K: Did you complete any quality of life questionnaires as part of the study (like MIDAS or HIT-6)? If so, do you know what your scores were?
E: I googled MIDAS and HIT-6 and yes, questions very similar to those were asked at every visit. I don’t know what my scores were, and in fact I never have known what my scores have been any time I’ve taken them over the years and wasn’t aware I could ask! With both studies, quality of life was considered, rather than pain only. Also at every visit I took a survey regarding depression and suicidal thoughts.
K: Did you have any improvement before the open label portion of the Amgen study?
E: Honestly, it was hard to tell. I was still having migraines nearly every day. I would have thought my improvement was negligible, except for the way my activity increased. During the double-blind part of the study, I began volunteering for the curator at the nearby historical museum, helping build the musical recording and sheet music archives. I joined my daughter’s youth theatre group advisory board, and auditioned for and got a part in The Best Christmas Pageant Ever. I didn’t miss a single rehearsal or performance. Since 2013 I had been unable to work or do much of anything, so my sudden ability to participate (and even to have interest) in community organizations is very telling.
It could be argued that simply being involved in the study was increasing my level of hope and happiness and therefore affected my migraines and other areas of my life that way. Or maybe I actually did get AMG334 from the very beginning.
K: How long did the benefits of the medication last?

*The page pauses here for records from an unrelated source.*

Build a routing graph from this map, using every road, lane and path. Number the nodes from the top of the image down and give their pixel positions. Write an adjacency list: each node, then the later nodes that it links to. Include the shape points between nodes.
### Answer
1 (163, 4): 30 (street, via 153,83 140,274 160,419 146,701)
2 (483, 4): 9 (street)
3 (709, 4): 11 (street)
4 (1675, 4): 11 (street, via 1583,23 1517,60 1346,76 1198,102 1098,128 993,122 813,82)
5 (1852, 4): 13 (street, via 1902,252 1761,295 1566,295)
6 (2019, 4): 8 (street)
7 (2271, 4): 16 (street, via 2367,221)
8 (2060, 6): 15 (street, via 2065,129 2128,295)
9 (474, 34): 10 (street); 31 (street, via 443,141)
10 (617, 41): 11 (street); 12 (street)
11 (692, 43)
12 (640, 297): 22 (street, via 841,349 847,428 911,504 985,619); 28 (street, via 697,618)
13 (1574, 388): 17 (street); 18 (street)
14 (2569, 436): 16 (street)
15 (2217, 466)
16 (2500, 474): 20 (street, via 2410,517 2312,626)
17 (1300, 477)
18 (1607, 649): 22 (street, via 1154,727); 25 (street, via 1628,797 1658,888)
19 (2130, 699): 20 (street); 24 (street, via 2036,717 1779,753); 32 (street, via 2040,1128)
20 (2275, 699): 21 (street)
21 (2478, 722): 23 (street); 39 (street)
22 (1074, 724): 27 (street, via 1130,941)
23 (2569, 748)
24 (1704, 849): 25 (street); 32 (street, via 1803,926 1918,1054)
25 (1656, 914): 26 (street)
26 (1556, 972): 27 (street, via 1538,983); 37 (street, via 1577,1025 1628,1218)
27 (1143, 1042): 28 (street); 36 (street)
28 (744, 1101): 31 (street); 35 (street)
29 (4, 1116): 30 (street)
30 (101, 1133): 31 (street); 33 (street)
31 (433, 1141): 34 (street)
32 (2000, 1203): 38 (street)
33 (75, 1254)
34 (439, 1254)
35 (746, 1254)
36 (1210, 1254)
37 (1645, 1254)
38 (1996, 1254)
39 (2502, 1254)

E: My last treatment with AMG334 was in February. I didn’t see a significant increase in pain between then and my first treatment in the new study in early July 2016. My friend said that almost all of her patients maintained some improvement after the treatments stopped. For me, this is huge. Not only is there such hope for migraine prevention in the future, but it also seems to work better over time and have a lasting impact on the brain function of those who use it. The benefits build up in our brains, rather than our brains / bodies becoming accustomed to the drug and developing an immunity or tolerance.
K: Do you believe these drugs will hold as much promise as the migraine community is hoping for?
E: We have every reason, as a community, to be very excited about these developing medications. There are other forms being studied as well, even an oral one, which may be a lower cost alternative. I think the CGRP developments are going to completely revitalize migraine care due to the medicines’ possible uses as both preventative and acute treatments, as well as the long term positive effects on the brain. Even though my improvement has been difficult to quantify and it may not sound like much, with what I said about still needing the ER and using the same amounts of medication, that could change with this second study. Even if it doesn’t, if I maintain the same happiness and level of activity, that is a quality of life improvement that is hard to argue with.
I really do believe that once doctors have access to the approved medicines, they will have the ability to give larger, more frequent doses to patients with nearly or completely intractable pain. Maybe with higher doses and more frequent administration, we can all get to the point where our quality of life is much better.
Elizabeth Roberts-Zibbel lives in Bowling Green, Ohio and is married with two daughters, ages 7 and 11. She blogs at Lady Migraine and is highly involved in her daughters’ activities, serving on the youth theatre advisory board and is a dedicated backstage crew member. Elizabeth also assists her partner John with his website business and occasionally serves craft beer at a friend’s nano brewery.